Miko Alley

Personal information
- Full name: Mariko Elizabeth Montero Alley
- Place of birth: Huntington, West Virginia, U.S.
- Height: 1.68 m (5 ft 6 in)
- Position: Midfielder

Youth career
- Huntington Highlanders

College career
- Years: Team / Apps / (Gls)
- 2006: West Virginia Mountaineers

Senior career*
- Years: Team / Apps / (Gls)
- Western Virginia United

International career
- 2005–2007: Philippines /  / (~1)

= Miko Alley =

Filipino footballer

Mariko Elizabeth Montero Alley is a footballer who played as a midfielder. Born in the United States, she represented the Philippines national team.

==Early life==
Alley was raised in Prichard, West Virginia.

==College and club career==
Alley was signed up to play for the women's soccer team of the West Virginia University, the West Virginia Mountaineers in 2006. She also played for Charlotte Soccer Club at the Super Y league.

==International career==
In 2003, while playing at the USA Cup in Minnesota, Alley met and was scouted by Philippines men's national team coach Aris Caslib who watched some of her games. In October 2005, the Philippine Football Federation contacted her and team manager Ernie Nierras invited her to the women's national team.

Alley was part of the Philippine women's national team that participated at the 2005 Southeast Asian Games where she made a goal against Indonesia. She was a starting player in all four matches of the Philippine national team.

==Career statistics==
===International goals===
Scores and results list the Philippines' goal tally first.

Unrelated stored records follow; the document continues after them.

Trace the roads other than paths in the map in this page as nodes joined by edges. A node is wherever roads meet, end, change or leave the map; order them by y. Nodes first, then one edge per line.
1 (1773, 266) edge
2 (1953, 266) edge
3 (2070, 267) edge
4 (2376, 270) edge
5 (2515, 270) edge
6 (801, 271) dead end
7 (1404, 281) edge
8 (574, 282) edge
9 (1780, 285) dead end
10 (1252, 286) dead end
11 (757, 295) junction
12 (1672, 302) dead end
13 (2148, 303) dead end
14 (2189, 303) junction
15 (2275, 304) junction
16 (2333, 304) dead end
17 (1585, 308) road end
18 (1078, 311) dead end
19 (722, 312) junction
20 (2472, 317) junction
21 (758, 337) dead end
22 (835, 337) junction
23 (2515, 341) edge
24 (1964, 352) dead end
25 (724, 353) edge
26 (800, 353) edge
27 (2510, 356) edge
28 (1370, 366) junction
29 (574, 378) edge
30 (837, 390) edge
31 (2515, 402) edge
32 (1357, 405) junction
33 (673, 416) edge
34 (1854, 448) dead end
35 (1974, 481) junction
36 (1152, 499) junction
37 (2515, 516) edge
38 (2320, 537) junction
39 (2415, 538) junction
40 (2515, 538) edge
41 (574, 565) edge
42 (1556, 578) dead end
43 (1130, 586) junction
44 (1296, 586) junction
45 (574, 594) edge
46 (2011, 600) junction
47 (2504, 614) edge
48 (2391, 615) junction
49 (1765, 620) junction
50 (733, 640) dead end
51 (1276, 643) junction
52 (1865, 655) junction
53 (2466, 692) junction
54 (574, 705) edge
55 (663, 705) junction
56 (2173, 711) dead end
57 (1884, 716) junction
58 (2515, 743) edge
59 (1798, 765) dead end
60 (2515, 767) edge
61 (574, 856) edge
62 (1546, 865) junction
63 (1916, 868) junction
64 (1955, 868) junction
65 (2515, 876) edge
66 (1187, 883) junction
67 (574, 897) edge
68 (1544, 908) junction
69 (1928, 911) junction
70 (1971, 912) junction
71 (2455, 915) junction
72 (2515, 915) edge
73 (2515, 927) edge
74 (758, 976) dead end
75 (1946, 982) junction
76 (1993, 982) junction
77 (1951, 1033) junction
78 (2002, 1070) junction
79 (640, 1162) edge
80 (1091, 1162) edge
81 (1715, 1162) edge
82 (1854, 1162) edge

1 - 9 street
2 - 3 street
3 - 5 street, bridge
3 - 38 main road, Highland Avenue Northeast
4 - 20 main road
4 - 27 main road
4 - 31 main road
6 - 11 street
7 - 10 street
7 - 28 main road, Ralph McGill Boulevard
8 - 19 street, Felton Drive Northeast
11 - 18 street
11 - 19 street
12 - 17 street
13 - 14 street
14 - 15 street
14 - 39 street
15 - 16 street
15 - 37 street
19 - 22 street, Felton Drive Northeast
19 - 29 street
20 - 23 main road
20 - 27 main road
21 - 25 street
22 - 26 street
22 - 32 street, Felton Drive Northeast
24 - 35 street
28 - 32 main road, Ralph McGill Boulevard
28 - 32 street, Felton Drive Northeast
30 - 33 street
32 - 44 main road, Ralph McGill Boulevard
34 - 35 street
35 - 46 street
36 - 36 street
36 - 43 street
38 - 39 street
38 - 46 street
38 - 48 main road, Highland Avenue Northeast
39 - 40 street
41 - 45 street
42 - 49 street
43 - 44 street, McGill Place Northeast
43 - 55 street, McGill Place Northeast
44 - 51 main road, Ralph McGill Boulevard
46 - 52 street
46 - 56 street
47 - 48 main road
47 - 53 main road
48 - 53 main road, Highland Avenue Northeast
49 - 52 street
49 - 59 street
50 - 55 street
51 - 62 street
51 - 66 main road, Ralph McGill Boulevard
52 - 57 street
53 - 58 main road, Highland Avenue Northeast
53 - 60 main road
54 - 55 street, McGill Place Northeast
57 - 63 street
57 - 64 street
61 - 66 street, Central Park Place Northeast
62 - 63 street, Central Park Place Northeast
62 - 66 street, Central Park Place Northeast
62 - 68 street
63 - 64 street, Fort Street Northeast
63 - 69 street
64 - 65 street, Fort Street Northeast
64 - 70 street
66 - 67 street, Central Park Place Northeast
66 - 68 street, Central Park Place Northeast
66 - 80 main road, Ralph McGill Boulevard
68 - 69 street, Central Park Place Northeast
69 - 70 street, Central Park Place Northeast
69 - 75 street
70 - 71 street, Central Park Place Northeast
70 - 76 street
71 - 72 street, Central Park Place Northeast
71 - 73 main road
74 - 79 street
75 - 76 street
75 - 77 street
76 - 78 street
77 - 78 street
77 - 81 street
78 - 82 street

| # | Date | Venue | Opponent | Score | Result | Competition |
|---|---|---|---|---|---|---|
| 1. | 26 November 2005 | Marikina Sports Complex, Marikina, Philippines | Indonesia | 2–0 | 2–0 | 2005 Southeast Asian Games |

==Personal life==
Alley's parents are Marlene Montero-Alley, her mother who comes from Samar, Philippines and Hugh Alley, her father. She is married to Dennis Gagai since 1 August 2015.